The normalization condition can then be derived from the above equation: after a bit of fiddling, we get $$ \frac{1}{A} \int (n \cdot h) \, dA_h = \int_\Omega D(h) \, (n \cdot h) \, d\omega_h $$ The integral on the left is done over the area of all microfacets in the patch, and that on the right is done over the solid angle of the normal hemisphere. If we require this equation to equal 1, we’re saying that the total projected area of all the microfacets should equal the area of the macrosurface patch. In other words, there are exactly as many microfacets as needed to cover the macrosurface, without holes or overlaps. The normalization condition on the NDF ensures that it’s consistent with this picture.
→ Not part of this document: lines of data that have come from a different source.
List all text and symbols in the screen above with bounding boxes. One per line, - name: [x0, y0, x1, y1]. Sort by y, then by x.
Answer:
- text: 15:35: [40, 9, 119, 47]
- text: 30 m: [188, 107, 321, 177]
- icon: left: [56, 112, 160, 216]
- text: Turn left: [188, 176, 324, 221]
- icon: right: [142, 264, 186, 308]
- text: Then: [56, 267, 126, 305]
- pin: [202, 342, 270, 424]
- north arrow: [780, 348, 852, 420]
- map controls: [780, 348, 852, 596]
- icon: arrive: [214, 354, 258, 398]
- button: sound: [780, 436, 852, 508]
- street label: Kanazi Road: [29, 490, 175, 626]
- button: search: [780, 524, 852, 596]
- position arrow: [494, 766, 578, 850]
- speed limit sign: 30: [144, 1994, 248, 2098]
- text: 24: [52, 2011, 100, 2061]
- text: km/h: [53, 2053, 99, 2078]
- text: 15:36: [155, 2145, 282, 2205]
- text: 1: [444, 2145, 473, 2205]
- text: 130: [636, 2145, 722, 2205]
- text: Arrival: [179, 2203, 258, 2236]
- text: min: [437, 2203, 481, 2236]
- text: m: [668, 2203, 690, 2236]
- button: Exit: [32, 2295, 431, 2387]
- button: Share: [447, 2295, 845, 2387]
Walter et al. give a stronger condition: for any direction $v$, we should have
$$
\int_\Omega D(h) \, (v \cdot h) \, d\omega_h = n \cdot v
$$
The normalization condition follows from this in the special case $v = n$. The more general
condition ensures that the NDF is consistent with the microsurface being *manifold*, not just
a triangle soup. The microsurface’s boundaries must match those of the macrosurface.

(I’m not sure if it’s actually possible for an NDF to satisfy the normalization condition, but fail to satisfy the manifold condition for some other $v$. If you know a counterexample, please post it in the comments!)

Incidentally, I’ve assumed here that microfacet normals are always in the normal hemisphere, which—together with the manifold condition—forces the microsurface to be a heightfield. This is convenient, but not essential. For a general 3D microsurface, just extend all integrals from the hemisphere to the whole sphere. Note that all the dot products are unclamped, and that many standard NDFs like the Blinn-Phong, Beckmann and GGX distributions are zero in the antinormal hemisphere.

The fact that an NDF isn’t just a probability density of microfacet normals over solid angle, and that it needs an $n \cdot h$ in its normalization, doesn’t seem to be very well-known. It certainly had me confused for some time, and even Real-Time Rendering unfortunately gets this a bit wrong.